Eagle County: Fix for affordable apts.
Vail, CO Colorado
EAGLE-VAIL, Colorado ” Eagle County’s only low-income, federal housing project will be improved extensively, but that mean anything from a major facelift to a high-density expansion.
The Riverview apartments on U.S. Highway 6 are Section 8 Housing and Urban Development property, meaning they are subsidized by the federal government.
The 72-unit, low-income rentals are in poor condition, and a remodel of the rentals could be a chance to expand the complex, said Alex Potente, managing director for Eagle County’s Housing and Development Department.
Residents apply for the housing based on income.

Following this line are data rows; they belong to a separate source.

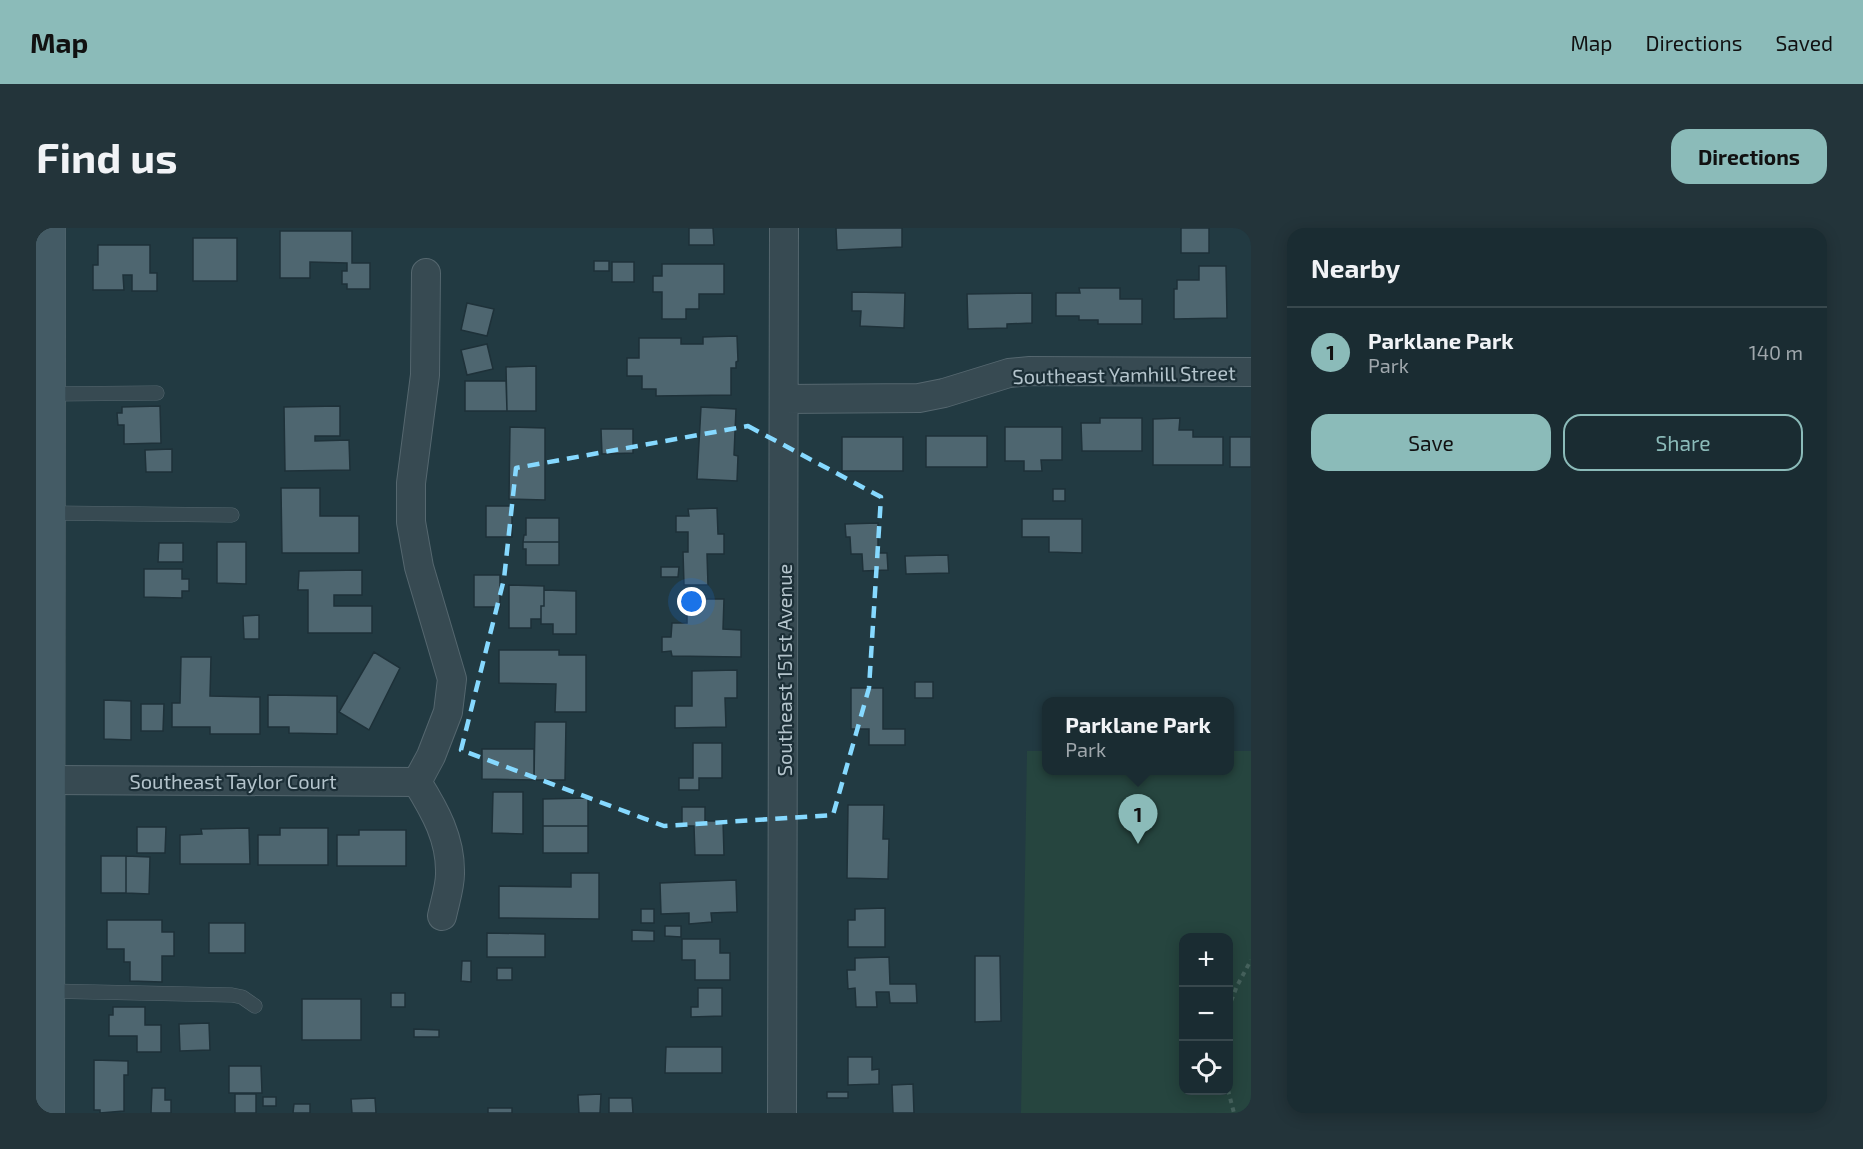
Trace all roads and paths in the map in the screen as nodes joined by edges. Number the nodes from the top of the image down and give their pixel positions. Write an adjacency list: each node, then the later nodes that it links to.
1 (784, 228): 7 (street, Southeast 151st Avenue)
2 (45, 237): 6 (main road)
3 (426, 273): 11 (street)
4 (1251, 372): 7 (street, Southeast Yamhill Street)
5 (157, 393): 6 (lane)
6 (49, 394): 8 (main road)
7 (784, 399): 19 (street, Southeast 151st Avenue)
8 (49, 513): 9 (lane); 10 (main road)
9 (232, 515)
10 (49, 780): 11 (street, Southeast Taylor Court); 14 (main road)
11 (417, 782): 12 (street)
12 (442, 916)
13 (1251, 960): 15 (path)
14 (48, 991): 16 (lane); 18 (main road)
15 (1233, 996)
16 (255, 1006)
17 (1229, 1095): 20 (path)
18 (48, 1113)
19 (782, 1113)
20 (1234, 1113)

Qualifying for a home also depends on job status, family size and legal status, said Riverview Property Manager Nick Barbarella.
After that, the homes are on a first-come, first-served basis, and the waiting list is about a year, he said.

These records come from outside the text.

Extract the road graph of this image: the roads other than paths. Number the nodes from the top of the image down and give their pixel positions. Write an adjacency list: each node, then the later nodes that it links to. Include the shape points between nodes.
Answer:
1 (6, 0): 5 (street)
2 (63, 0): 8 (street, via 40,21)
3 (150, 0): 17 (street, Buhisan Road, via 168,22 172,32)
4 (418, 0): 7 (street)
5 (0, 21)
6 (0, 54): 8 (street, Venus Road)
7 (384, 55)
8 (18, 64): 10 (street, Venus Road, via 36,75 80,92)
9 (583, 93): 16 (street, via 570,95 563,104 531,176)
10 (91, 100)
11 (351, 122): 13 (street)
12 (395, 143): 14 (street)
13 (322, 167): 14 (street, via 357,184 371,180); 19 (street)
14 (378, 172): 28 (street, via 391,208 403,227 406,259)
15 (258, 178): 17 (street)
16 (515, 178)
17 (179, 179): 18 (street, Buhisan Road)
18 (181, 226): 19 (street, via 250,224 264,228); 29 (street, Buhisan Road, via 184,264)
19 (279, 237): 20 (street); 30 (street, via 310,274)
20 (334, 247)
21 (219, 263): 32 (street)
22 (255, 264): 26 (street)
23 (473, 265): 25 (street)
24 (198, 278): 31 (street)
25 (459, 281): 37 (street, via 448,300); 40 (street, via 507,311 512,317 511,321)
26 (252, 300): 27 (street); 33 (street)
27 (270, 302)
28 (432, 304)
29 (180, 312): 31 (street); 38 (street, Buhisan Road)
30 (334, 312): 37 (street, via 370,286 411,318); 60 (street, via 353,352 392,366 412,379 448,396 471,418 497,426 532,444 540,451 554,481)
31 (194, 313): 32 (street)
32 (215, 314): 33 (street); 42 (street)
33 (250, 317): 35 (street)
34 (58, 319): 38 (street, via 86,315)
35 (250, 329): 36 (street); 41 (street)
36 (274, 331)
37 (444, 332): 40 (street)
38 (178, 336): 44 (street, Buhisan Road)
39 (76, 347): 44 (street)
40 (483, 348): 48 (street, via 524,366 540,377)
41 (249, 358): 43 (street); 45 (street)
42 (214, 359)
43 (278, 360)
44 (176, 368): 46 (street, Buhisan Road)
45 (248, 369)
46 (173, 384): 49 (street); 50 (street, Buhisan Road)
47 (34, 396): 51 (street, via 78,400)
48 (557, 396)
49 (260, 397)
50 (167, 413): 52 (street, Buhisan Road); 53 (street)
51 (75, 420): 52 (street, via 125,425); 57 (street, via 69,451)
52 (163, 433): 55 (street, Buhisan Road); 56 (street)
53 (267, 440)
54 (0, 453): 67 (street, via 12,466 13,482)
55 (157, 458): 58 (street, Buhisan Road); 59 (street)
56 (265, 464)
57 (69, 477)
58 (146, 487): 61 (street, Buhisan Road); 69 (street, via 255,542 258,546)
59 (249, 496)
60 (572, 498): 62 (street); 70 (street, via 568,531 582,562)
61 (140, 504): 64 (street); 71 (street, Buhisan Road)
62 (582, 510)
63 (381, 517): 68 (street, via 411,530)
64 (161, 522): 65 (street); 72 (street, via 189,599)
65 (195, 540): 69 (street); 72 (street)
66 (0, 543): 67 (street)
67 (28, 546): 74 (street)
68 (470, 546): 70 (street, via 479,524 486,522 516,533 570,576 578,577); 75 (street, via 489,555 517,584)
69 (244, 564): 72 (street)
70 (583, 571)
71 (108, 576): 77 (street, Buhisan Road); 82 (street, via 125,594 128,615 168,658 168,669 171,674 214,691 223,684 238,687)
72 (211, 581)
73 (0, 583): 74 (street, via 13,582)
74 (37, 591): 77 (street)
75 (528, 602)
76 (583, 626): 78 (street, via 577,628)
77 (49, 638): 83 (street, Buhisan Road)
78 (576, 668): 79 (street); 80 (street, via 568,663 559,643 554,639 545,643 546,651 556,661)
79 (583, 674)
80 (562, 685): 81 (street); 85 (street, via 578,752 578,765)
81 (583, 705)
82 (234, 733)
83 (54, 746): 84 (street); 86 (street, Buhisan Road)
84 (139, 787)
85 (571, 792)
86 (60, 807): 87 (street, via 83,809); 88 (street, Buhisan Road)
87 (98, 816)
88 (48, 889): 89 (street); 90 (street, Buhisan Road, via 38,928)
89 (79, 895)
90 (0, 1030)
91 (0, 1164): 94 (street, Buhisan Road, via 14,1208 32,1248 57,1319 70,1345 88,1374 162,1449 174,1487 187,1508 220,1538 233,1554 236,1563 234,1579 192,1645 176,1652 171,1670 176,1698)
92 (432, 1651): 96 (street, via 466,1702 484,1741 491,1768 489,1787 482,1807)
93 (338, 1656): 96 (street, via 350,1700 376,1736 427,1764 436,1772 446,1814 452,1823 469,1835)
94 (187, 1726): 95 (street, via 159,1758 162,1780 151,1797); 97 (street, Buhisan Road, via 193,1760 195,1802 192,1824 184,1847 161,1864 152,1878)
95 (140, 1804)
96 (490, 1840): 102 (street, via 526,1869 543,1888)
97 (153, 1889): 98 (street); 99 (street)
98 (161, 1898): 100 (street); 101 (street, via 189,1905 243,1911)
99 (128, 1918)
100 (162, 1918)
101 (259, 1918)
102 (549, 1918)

County officials said there are no definite plans for the Riverview improvements, and that they are still investigating their options.

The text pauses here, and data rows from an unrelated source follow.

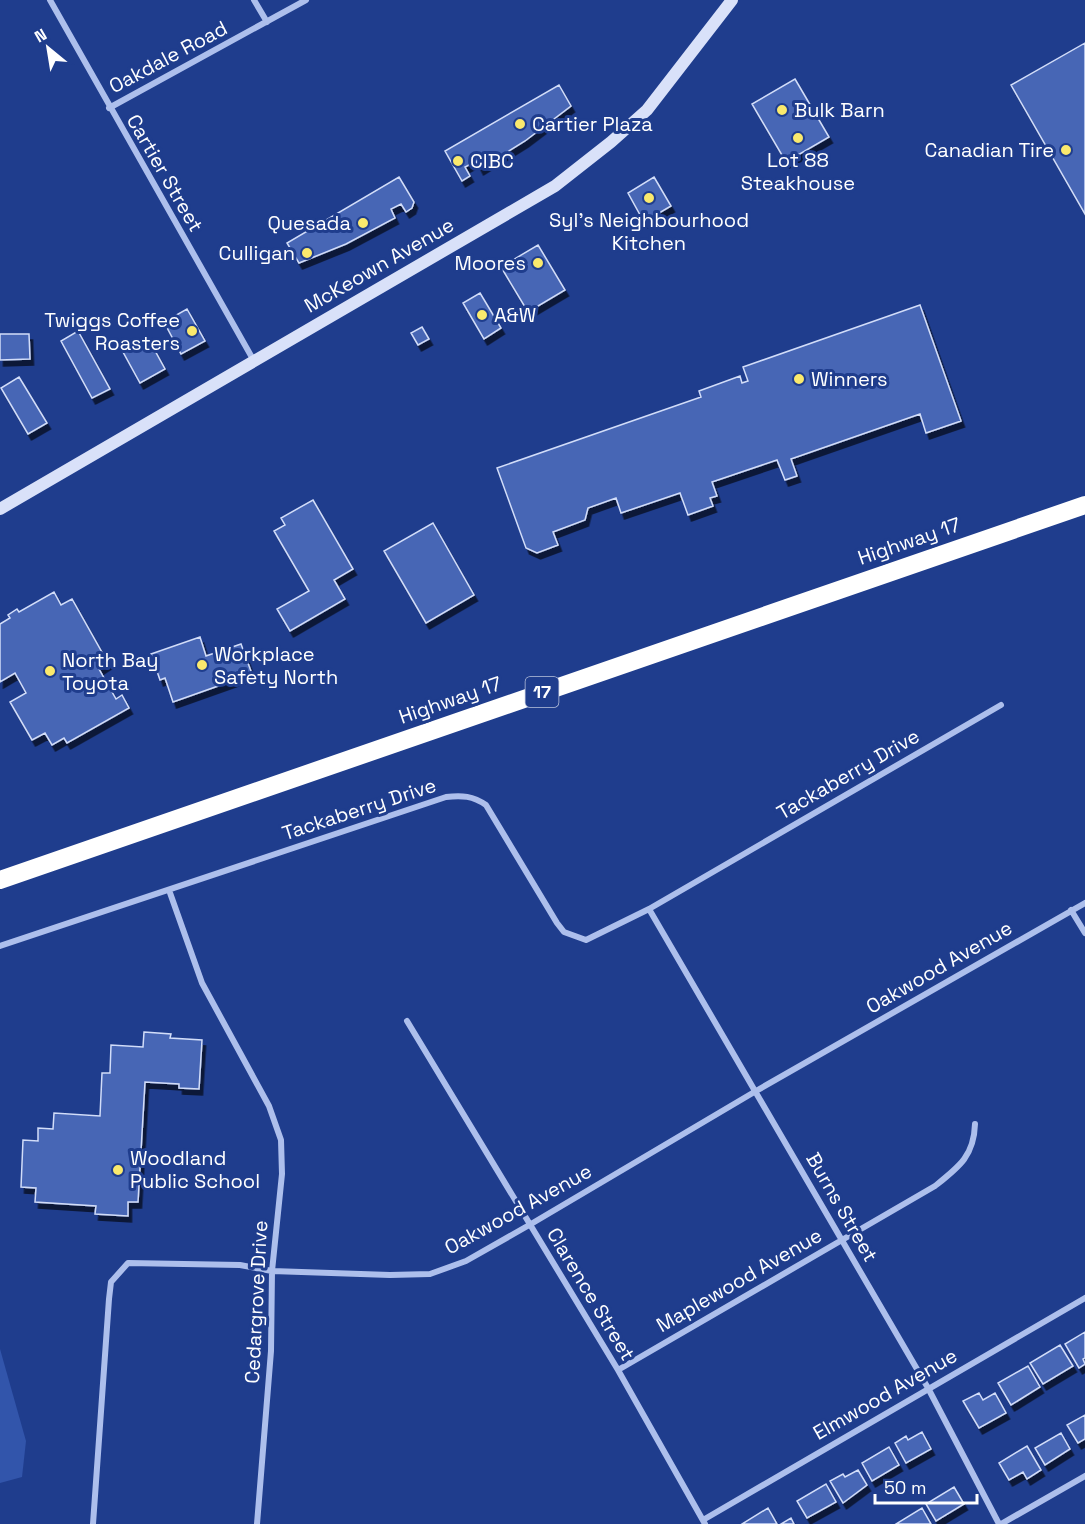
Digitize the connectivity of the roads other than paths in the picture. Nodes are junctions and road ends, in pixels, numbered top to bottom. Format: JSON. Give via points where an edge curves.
{"nodes":[{"id":1,"x":50,"y":0,"type":"edge"},
{"id":2,"x":254,"y":0,"type":"edge"},
{"id":3,"x":306,"y":0,"type":"edge"},
{"id":4,"x":732,"y":0,"type":"edge"},
{"id":5,"x":267,"y":22,"type":"junction"},
{"id":6,"x":109,"y":108,"type":"junction"},
{"id":7,"x":254,"y":361,"type":"junction"},
{"id":8,"x":1085,"y":505,"type":"edge"},
{"id":9,"x":0,"y":509,"type":"edge"},
{"id":10,"x":1001,"y":705,"type":"dead end"},
{"id":11,"x":0,"y":880,"type":"edge"},
{"id":12,"x":169,"y":890,"type":"junction"},
{"id":13,"x":1085,"y":903,"type":"edge"},
{"id":14,"x":649,"y":909,"type":"junction"},
{"id":15,"x":1071,"y":910,"type":"junction"},
{"id":16,"x":1085,"y":933,"type":"edge"},
{"id":17,"x":0,"y":946,"type":"edge"},
{"id":18,"x":407,"y":1021,"type":"dead end"},
{"id":19,"x":756,"y":1091,"type":"junction"},
{"id":20,"x":975,"y":1124,"type":"dead end"},
{"id":21,"x":531,"y":1224,"type":"junction"},
{"id":22,"x":841,"y":1239,"type":"junction"},
{"id":23,"x":272,"y":1270,"type":"junction"},
{"id":24,"x":1085,"y":1298,"type":"edge"},
{"id":25,"x":618,"y":1370,"type":"junction"},
{"id":26,"x":928,"y":1388,"type":"junction"},
{"id":27,"x":1085,"y":1476,"type":"edge"},
{"id":28,"x":704,"y":1522,"type":"edge"},
{"id":29,"x":93,"y":1524,"type":"edge"},
{"id":30,"x":257,"y":1524,"type":"edge"},
{"id":31,"x":1000,"y":1524,"type":"edge"}],
"edges":[{"from":1,"to":6,"type":"street","name":"Cartier Street"},
{"from":2,"to":5,"type":"street"},
{"from":3,"to":5,"type":"street","name":"Oakdale Road"},
{"from":4,"to":7,"type":"street","name":"McKeown Avenue","via":[[647,110],[564,178]]},
{"from":5,"to":6,"type":"street","name":"Oakdale Road"},
{"from":6,"to":7,"type":"street","name":"Cartier Street"},
{"from":7,"to":9,"type":"street","name":"McKeown Avenue"},
{"from":8,"to":11,"type":"highway","name":"Highway 17","number":"17"},
{"from":10,"to":14,"type":"street","name":"Tackaberry Drive"},
{"from":12,"to":14,"type":"street","name":"Tackaberry Drive","via":[[446,797],[467,796],[486,805],[494,814],[564,932],[586,940]]},
{"from":12,"to":17,"type":"street","name":"Tackaberry Drive"},
{"from":12,"to":23,"type":"street","name":"Cedargrove Drive","via":[[202,983],[278,1124],[282,1174]]},
{"from":13,"to":15,"type":"street","name":"Oakwood Avenue"},
{"from":14,"to":19,"type":"street","name":"Burns Street"},
{"from":15,"to":16,"type":"street"},
{"from":15,"to":19,"type":"street","name":"Oakwood Avenue"},
{"from":18,"to":21,"type":"street","name":"Clarence Street"},
{"from":19,"to":21,"type":"street","name":"Oakwood Avenue"},
{"from":19,"to":22,"type":"street","name":"Burns Street"},
{"from":20,"to":22,"type":"street","name":"Maplewood Avenue","via":[[974,1142],[953,1172]]},
{"from":21,"to":23,"type":"street","name":"Oakwood Avenue","via":[[466,1261],[430,1274]]},
{"from":21,"to":25,"type":"street","name":"Clarence Street"},
{"from":22,"to":25,"type":"street","name":"Maplewood Avenue"},
{"from":22,"to":26,"type":"street","name":"Burns Street"},
{"from":23,"to":29,"type":"street","name":"Oakwood Avenue","via":[[136,1261],[116,1274],[109,1299]]},
{"from":23,"to":30,"type":"street","name":"Cedargrove Drive","via":[[271,1351]]},
{"from":24,"to":26,"type":"street","name":"Elmwood Avenue"},
{"from":25,"to":28,"type":"street","name":"Clarence Street"},
{"from":26,"to":28,"type":"street","name":"Elmwood Avenue"},
{"from":26,"to":31,"type":"street","name":"Burns Street"},
{"from":27,"to":31,"type":"street"}]}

However, possibilities the county is considering include an expansion that would nearly double the number of units and add underground parking, scrapping and rebuilding the complex with some additional units, or a more modest remodeling of the exterior.
“We’d like to have some density, but it really depends on other factors, such as the financials, and what the community is willing to accept,” Potente said.
Commissioner Peter Runyon, who is also on the Riverview board of directors, said the county is still looking for community feedback on the project. He also added he did not favor the highest density option.
Any improvements will also include better amenities, such as more green spaces, better access to the river, and a possible community and child-care center, modeled after Miller Ranch in Edwards, Potente said.
“The goal is to improve the quality of housing for the people who live there, and if possible, to add some for-sale or for-rent units,” he said.
Any improvements to the apartments would be paid for largely through federal tax credits. Any money the county pitches in would probably come from the sale of Lake Creek, an affordable housing neighborhood the county is in the process of selling.
The county will get public input from a community group made up of nearby residents, developers, bankers and other community members, Runyon said.
“Right now the emphasis is on the local community, because the bottom line is that it’s going to be in their backyard,” he said.